Does energy consumption stimulate economic growth? Evidence from panel data for EU members

Friday, March 13, 2015: 7:15 PM
Iuliana Matei, Ph.D. , Economics, Scientific Institute of Economics and Management, Paris, France
The relationship between energy consumption and economic growth has received great attention over the past decade in the bourgeoing empirical literature as energy consumption is considered to be one of the most important driving forces of economic growth across the world. Four assumptions and policy implications were particularly debated in this empirical litterature: "the growth assumption" (energy consumption stimulates economic growth), "the conservation assumption" (economic growth drives energy consumption), "the neutrality assumption" (there is no causality between energy consumption and economic growth) and "the feedback assumption" (there is a bi-causality between energy consumption and economic growth). The paper aims to investigate whether energy consumption drives economic growth or whether economic growth drives energy consumption in the case of European Union (EU) countries.
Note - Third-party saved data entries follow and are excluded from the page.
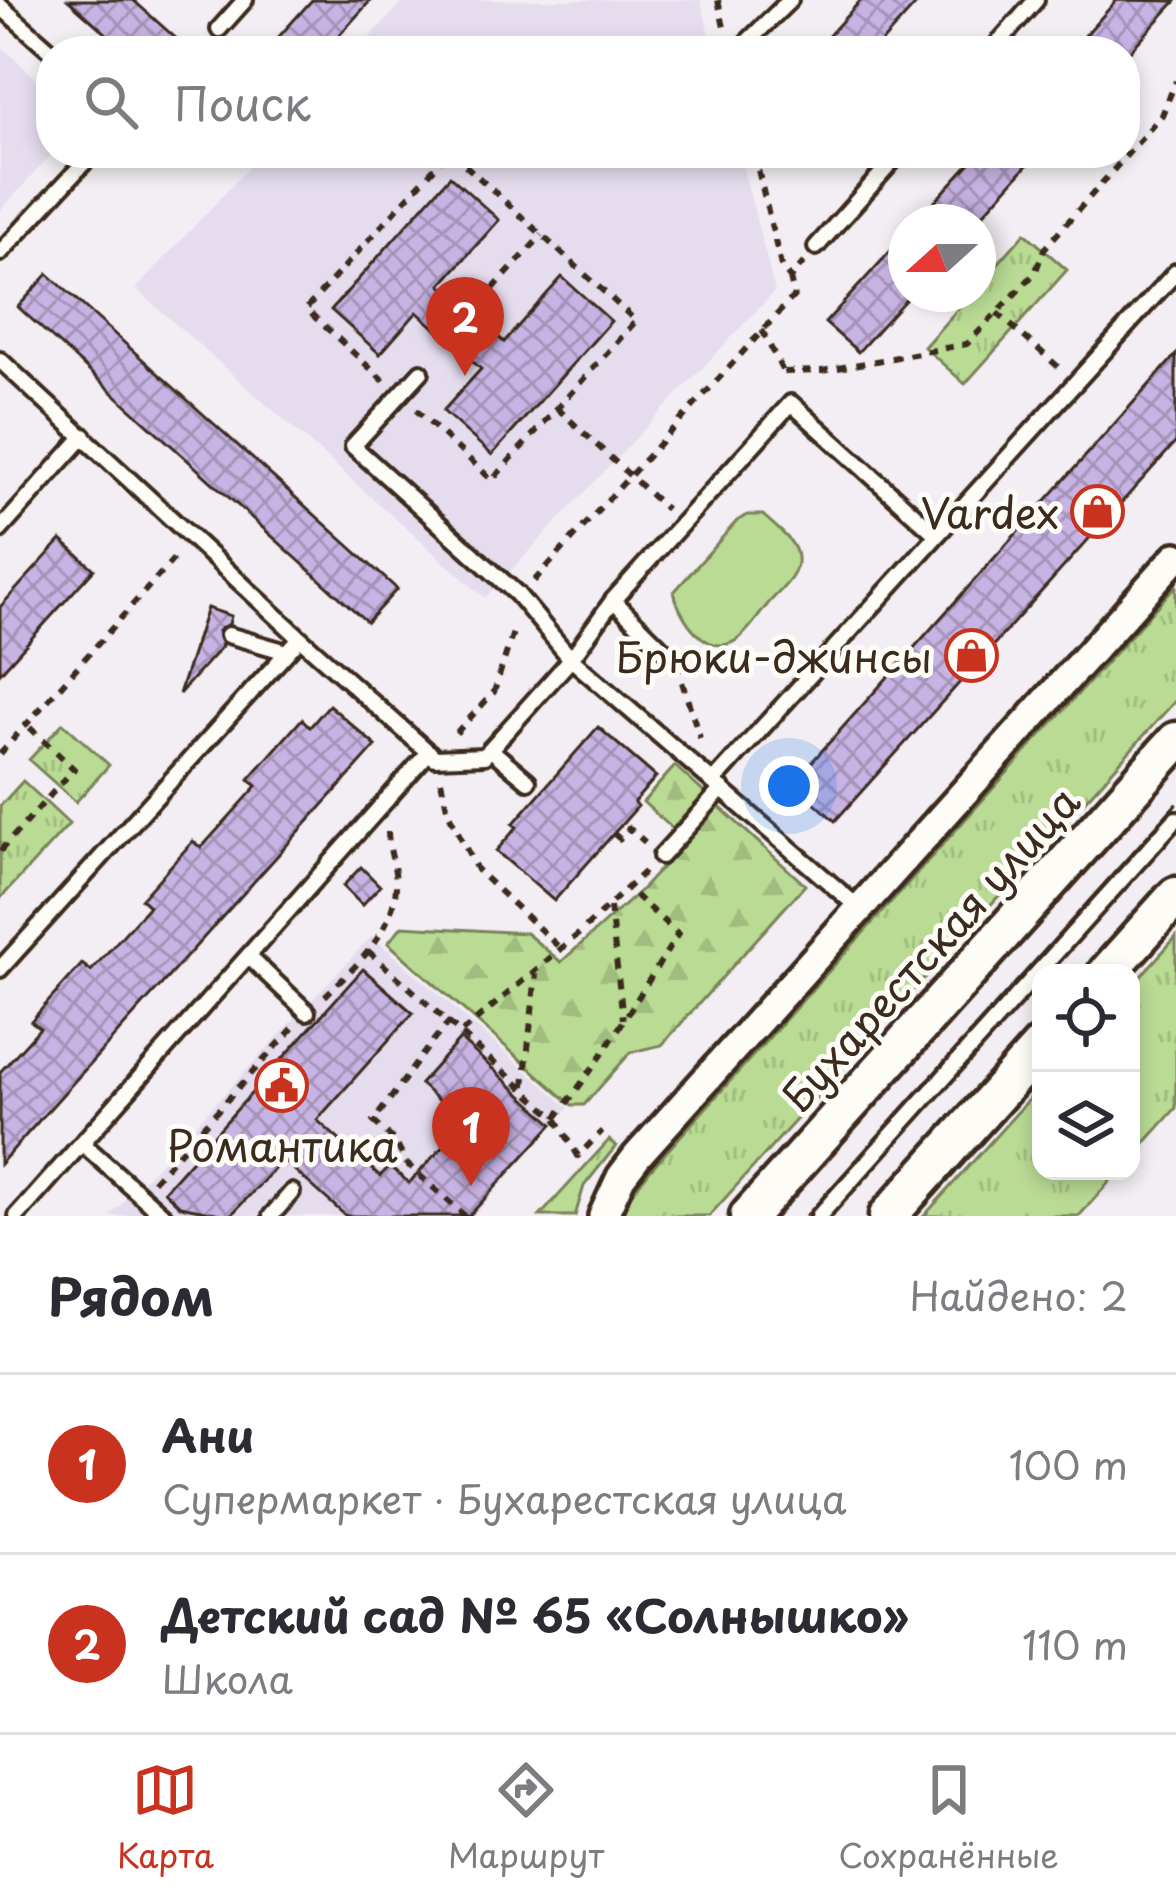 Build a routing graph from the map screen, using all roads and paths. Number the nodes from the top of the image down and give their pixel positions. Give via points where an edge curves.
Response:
1 (245, 0) edge
2 (718, 0) edge
3 (790, 0) edge
4 (1036, 0) edge
5 (0, 6) edge
6 (219, 29) dead end
7 (729, 36) edge
8 (750, 36) edge
9 (1004, 36) edge
10 (36, 38) edge
11 (1176, 82) edge
12 (1140, 140) edge
13 (79, 168) edge
14 (436, 168) edge
15 (467, 168) edge
16 (758, 168) edge
17 (887, 168) edge
18 (1116, 168) edge
19 (542, 235) junction
20 (816, 247) joint
21 (0, 253) edge
22 (1176, 272) edge
23 (790, 278) junction
24 (481, 302) dead end
25 (997, 313) junction
26 (762, 330) junction
27 (0, 360) edge
28 (1056, 364) dead end
29 (421, 372) dead end
30 (784, 372) junction
31 (400, 395) junction
32 (791, 403) junction
33 (557, 409) junction
34 (84, 436) junction
35 (630, 476) junction
36 (682, 524) junction
37 (0, 530) edge
38 (937, 536) junction
39 (192, 537) junction
40 (1176, 556) edge
41 (613, 600) junction
42 (524, 602) junction
43 (228, 635) dead end
44 (300, 638) junction
45 (287, 652) junction
46 (571, 658) junction
47 (676, 662) joint
48 (26, 724) junction
49 (1176, 741) edge
50 (490, 749) junction
51 (0, 754) edge
52 (432, 755) junction
53 (528, 782) dead end
54 (717, 785) junction
55 (1176, 819) edge
56 (629, 828) dead end
57 (614, 833) dead end
58 (0, 851) edge
59 (661, 856) joint
60 (627, 888) junction
61 (1176, 896) edge
62 (610, 905) junction
63 (860, 909) junction
64 (561, 949) junction
65 (368, 951) dead end
66 (248, 956) junction
67 (1115, 964) edge
68 (0, 969) edge
69 (536, 970) junction
70 (307, 1012) dead end
71 (450, 1021) junction
72 (623, 1023) junction
73 (462, 1033) junction
74 (1032, 1056) edge
75 (524, 1088) junction
76 (556, 1118) junction
77 (602, 1130) dead end
78 (82, 1142) junction
79 (292, 1192) dead end
80 (17, 1216) edge
81 (164, 1216) edge
82 (272, 1216) edge
83 (465, 1216) edge
84 (603, 1216) edge
85 (749, 1216) edge
86 (818, 1216) edge
87 (888, 1216) edge

1 - 6 lane
2 - 7 path
3 - 8 lane
4 - 9 lane
5 - 10 lane
11 - 12 path
13 - 21 lane
14 - 31 path via 306,310
15 - 19 path
16 - 23 path
17 - 20 lane
18 - 25 path
19 - 24 path
19 - 33 path via 636,321
20 - 23 path
22 - 38 lane
23 - 26 path via 794,296
25 - 28 path
25 - 30 path via 967,344
26 - 30 path
26 - 35 path
27 - 34 lane
29 - 31 lane
30 - 32 path
31 - 33 path via 492,480
31 - 42 lane via 353,446
32 - 36 lane
32 - 38 lane
33 - 35 path
34 - 37 lane
34 - 39 lane
35 - 36 path
35 - 42 path
36 - 41 lane
38 - 54 lane
39 - 44 lane
39 - 48 path
40 - 63 street
41 - 46 lane
41 - 47 lane
42 - 46 lane
42 - 52 path via 494,692
43 - 45 lane
44 - 45 lane
44 - 52 lane
45 - 68 lane
46 - 50 lane
46 - 54 lane
47 - 54 path
48 - 51 path
48 - 58 path via 74,770
49 - 85 main road, Бухарестская улица
50 - 52 lane via 484,756
50 - 53 lane
52 - 64 path via 477,870
52 - 66 lane
54 - 59 lane
54 - 63 lane
55 - 86 lane
56 - 57 path via 620,839
59 - 60 path
60 - 62 path
60 - 72 path via 678,934
61 - 67 main road
62 - 64 path
62 - 72 path
63 - 84 street via 637,1156
64 - 69 path
65 - 71 path
66 - 70 lane
66 - 78 lane
69 - 73 path
69 - 75 path
71 - 73 path
71 - 83 path via 373,1121
72 - 76 path
73 - 75 path
74 - 87 main road
75 - 76 path
76 - 77 path via 578,1156
78 - 80 lane
78 - 81 lane
79 - 82 lane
The analysis is performed over the 1990-2013 period and uses the dynamic panel estimation models, including the Pooled Mean Group (PMG) estimator (Pesaran and Smith, 1995; Pesaran, Shin and Smith, 1999). Compared to the traditional literature on dynamic panels, these techniques estimate a different slope parameter for each panel country and take into account the non-stationarity of variables when investigating the energy-income nexus. Findings reveal that there is a long-run and short-run causality from energy consumption to economic growth only during the pre-crisis period but, a long-run and short-run causality from economic growth to energy consumption for all the selected sub-periods. These outcomes show that energy consumption is a key input in the production function and that an energy saving policy and efficiency improvement may favorably influence economic growth across the world.